Under Democratic president Bill Clinton in the 1990s, the U.S. government took more aggressive steps to try to limit immigration at and around the southern border. At that point, the Border Patrol began to expand dramatically. As the Clinton Administration passed the North American Free Trade Agreement (NAFTA), which destroyed Mexico’s agricultural market and kicked farmers off their land, it also simultaneously militarized the southern border. By passing laws like the Illegal Immigration Reform and Immigrant Responsibility Act of 1996 and initiating cruel border policies like Operation Gatekeeper and Prevention Through Deterrence, Clinton increased the dangers for those trying to cross the border, leading to ever- increasing deaths along the border. Border Patrol agents focused on a few points, especially near San Diego and El Paso, with the intention of deterring undocumented or unauthorized border crossings. The first 14 miles of an actual wall were built along the border near San Diego. The agency went on a hiring spree and more than doubled its number of agents, increasing its ranks from approximately 3,500 at the beginning of Clinton’s presidency to 8,500 when he finished his second term. This was clearly the beginning of the trend that has led us to this moment, and it was clearly initiated by a Democratic president.

The War on Terror

The attacks of September 11, 2001, ushered in the so-called War on Terror under Republican President George W. Bush. Almost immediately, Bush and Congress reacted aggressively and within a year had cemented a new state apparatus that could potentially stop actual foreign terrorist activity, but also opened the door for the repressive agencies that we face today, including ICE.

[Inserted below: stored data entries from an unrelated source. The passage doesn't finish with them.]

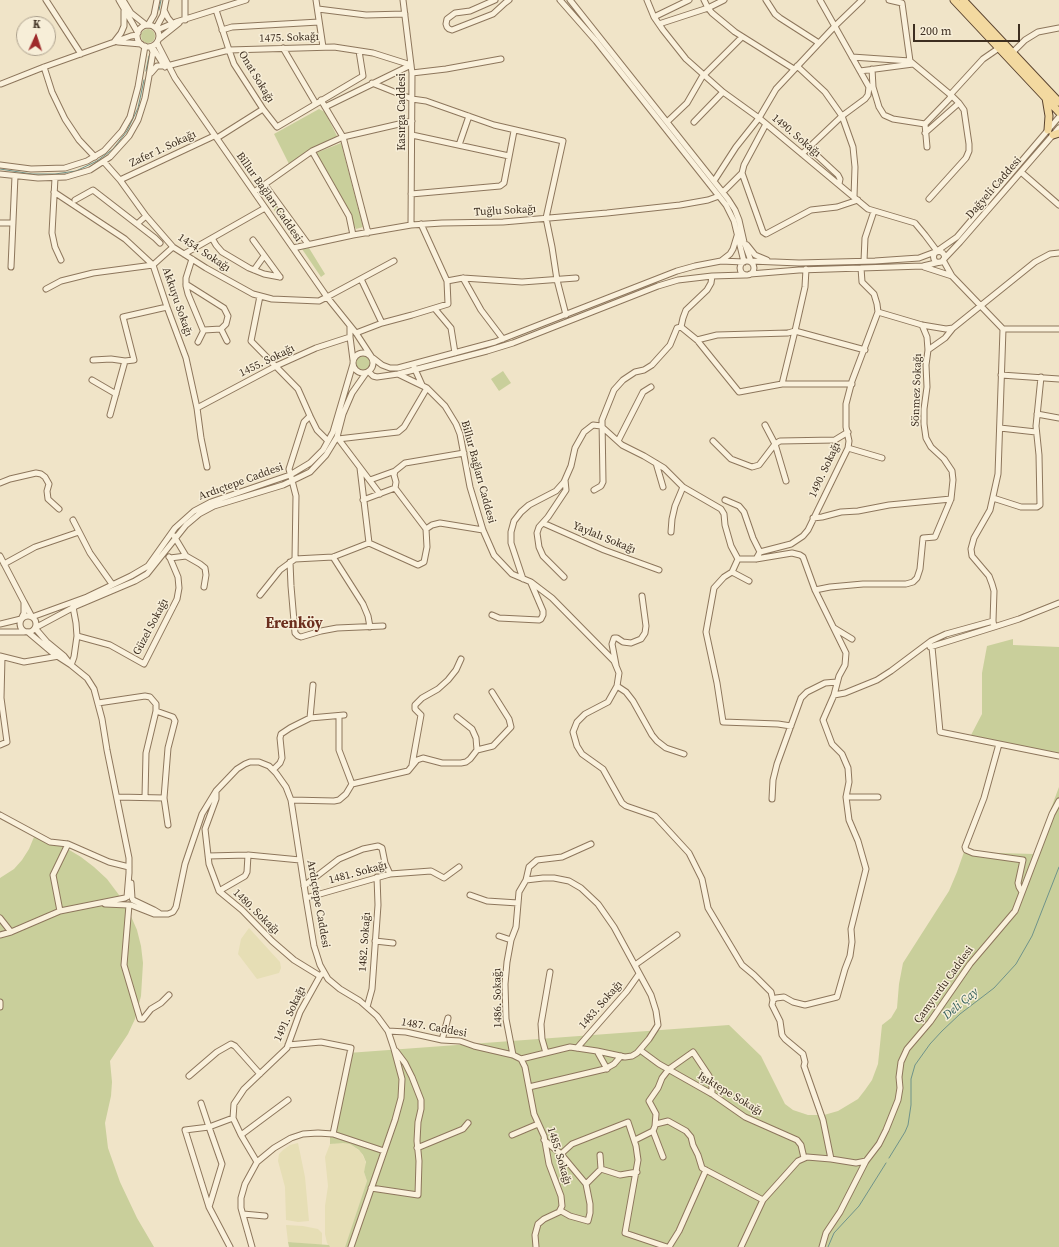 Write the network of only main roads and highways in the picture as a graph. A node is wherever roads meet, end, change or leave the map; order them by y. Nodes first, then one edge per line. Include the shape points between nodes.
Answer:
1 (954, 0) edge
2 (963, 0) edge
3 (1048, 96) junction
4 (1059, 96) edge
5 (1059, 102) edge
6 (1059, 112) edge
7 (1054, 132) edge

1 - 3 main road
2 - 3 main road
3 - 4 main road
3 - 5 main road
3 - 6 main road
3 - 7 main road via 1049,116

This was accomplished with the passage of the Homeland Security Act of 2002, which created the Department of Homeland Security (DHS). Under the umbrella of DHS would be two smaller agencies, Immigration and Customs Enforcement (ICE) and Customs and Border Protection (CBP). Each of these agencies were designed to deal with different areas of immigration policy and enforcement.

Immigration and Customs Enforcement (ICE)

The first agency created was ICE in 2003. ICE’s role was to investigate, track, and then detain and deport people who had entered the U.S. without documentation or authorization, and who were suspected of being a threat to public safety. Its agents and activities are not confined to any region but can instead operate anywhere in the U.S. that it finds undocumented people who it believes threaten security or public safety. While exact numbers of ICE agents at its founding and in the years following aren’t easily available, we know that even in 2024 and 2025, as Trump began his second term, the agency had a total of only about 10,000 employees. But the agency had become far more active during the presidency of Democrat Barak Obama, who ramped up deportations in his first term, and ended up deporting more 3 million people – far more than any other president in U.S. history (including Trump so far).

Customs and Border Protection (CBP)

The second of these agencies created under DHS was Customs and Border Protection, or CBP. This was basically the U.S. Border Patrol brought under a new umbrella and given increased financing and staffing. It continued to conduct its same activities and, in 2004, it had approximately 11,000 agents. By 2010, it had about 20,000 agents. Unsurprisingly, it seems that CBP agents continued to function with the same levels of violence they had always used. One advocacy group, for example, documented 364 “fatal encounters” with CBP agents between 2010 and 2025.

We can see that these agencies were expanding their capacity and enforcing new anti-immigration initiatives more intensely from the early 1990s on, under both Democratic and Republican administrations: first Clinton for eight years, then Bush for eight years, then Obama for another eight years. But as these agencies and their actual activities increased and intensified, another and an even larger nativist, anti-immigrant movement was developing in the U.S.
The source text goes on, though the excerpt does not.